Akhirnya saya tutup hp saya, saya ganti strategi dengan bertanya ke orang-orang. Tentu saja target utamanya adalah polisi, jika tidak ada polisi di sekitar situ, saya akan tanya orang biasa. Kebetulan di dekat situ ada pos polisi. Saya memang sengaja berhenti di daerah itu untuk membuat alternatif. Jika GPS tidak bisa diharapkan, saya stop di sini, tanya ke pos polisi. Ternyata takdir mengarah ke alternatif kedua. Saya datangi pos polisi dan bertanya ke polisi yang sedang berjaga di depan.
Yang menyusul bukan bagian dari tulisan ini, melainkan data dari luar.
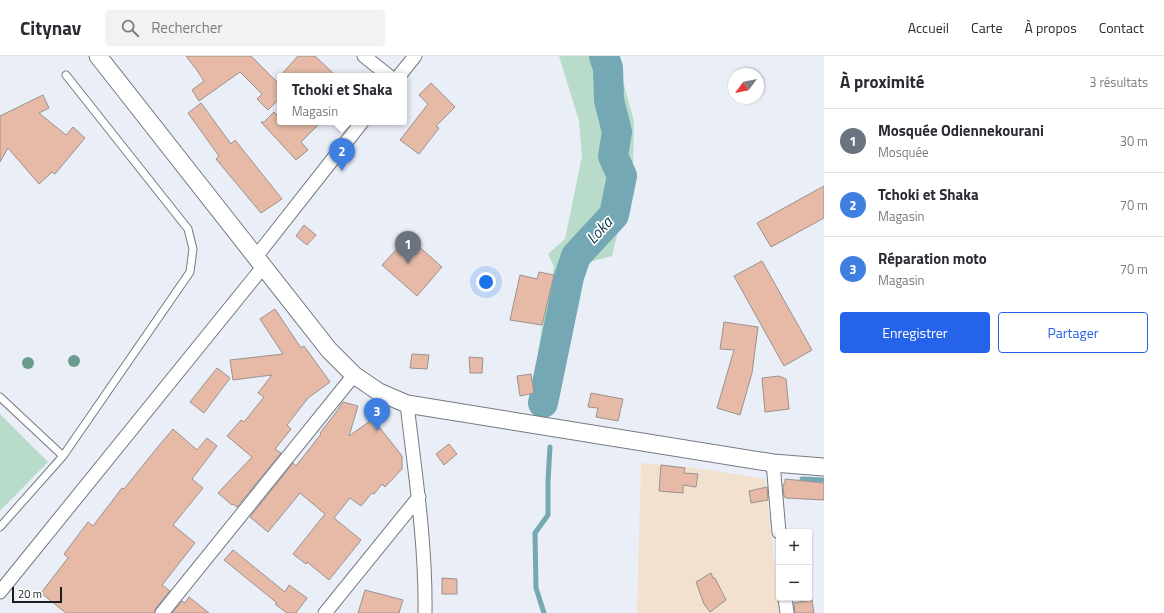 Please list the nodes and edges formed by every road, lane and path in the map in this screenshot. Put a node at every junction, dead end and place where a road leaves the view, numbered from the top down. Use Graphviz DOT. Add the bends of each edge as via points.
graph roads {
  1 [pos="98,56"];
  2 [pos="364,56"];
  3 [pos="415,56"];
  4 [pos="385,73"];
  5 [pos="401,73"];
  6 [pos="66,75"];
  7 [pos="360,125"];
  8 [pos="259,262"];
  9 [pos="354,375"];
  10 [pos="0,397"];
  11 [pos="407,404"];
  12 [pos="63,456"];
  13 [pos="773,463"];
  14 [pos="824,466"];
  15 [pos="418,497"];
  16 [pos="0,526"];
  17 [pos="779,529"];
  18 [pos="0,592"];
  19 [pos="785,601"];
  20 [pos="162,613"];
  21 [pos="325,613"];
  22 [pos="425,613"];
  23 [pos="787,613"];
  1 -- 8 [label="street"];
  2 -- 4 [label="street"];
  3 -- 5 [label="street"];
  6 -- 12 [label="lane" via="188,229 194,250 190,272"];
  7 -- 8 [label="street"];
  8 -- 9 [label="street" via="329,350"];
  8 -- 18 [label="street"];
  9 -- 11 [label="street" via="379,392"];
  9 -- 20 [label="street"];
  10 -- 12 [label="lane"];
  11 -- 13 [label="street"];
  11 -- 15 [label="street"];
  12 -- 16 [label="lane"];
  13 -- 14 [label="street"];
  13 -- 17 [label="street"];
  15 -- 21 [label="street"];
  15 -- 22 [label="street"];
  19 -- 23 [label="street"];
}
Saya pun mendapat petunjuk arah jalan. Pak Polisi tersebut memang tidak langsung menunjukkan di mana ke tempat yang saya tuju (mungkin karena masih terlalu jauh), tapi intinya saya sudah dapat, bahwa tempat yang saya tuju ada di arah yang ditunjuk oleh polisi tersebut. Saya pun segera berjalan menuju arah yang ditunjukkan oleh polisi tersebut. Jika saya mulai bingung atau merasa tidak pasti, saya akan bertanya lagi di sana.
Ketika sudah saya jalani petunjuk arah dari polisi tadi, saya tiba di sebuah pinggir jalan besar. Saya mulai bingung ke mana saya harus pergi. Ikuti jalan yang mana? apa harus menyeberangi jalan besar? Saya pun segera mencari polisi lagi dan saya menemukannya. Saya merasa sangat terbantu karena ternyata di ujung-ujung jalan dan ujung blok selalu ada polisi yang menjaga/berpatroli. Kali ini saya bertanya dan polisi tersebut menyuruh saya menyeberangi jalan besar. Setelah menyeberangi jalan besar, saya harus ke kanan melewati 4 blok jalan. Baiklah, saya masih belum tahu lokasi tempat yang saya tuju, yang pasti saya harus melewati jalan besar, dan ke kanan sejauh 4 blok.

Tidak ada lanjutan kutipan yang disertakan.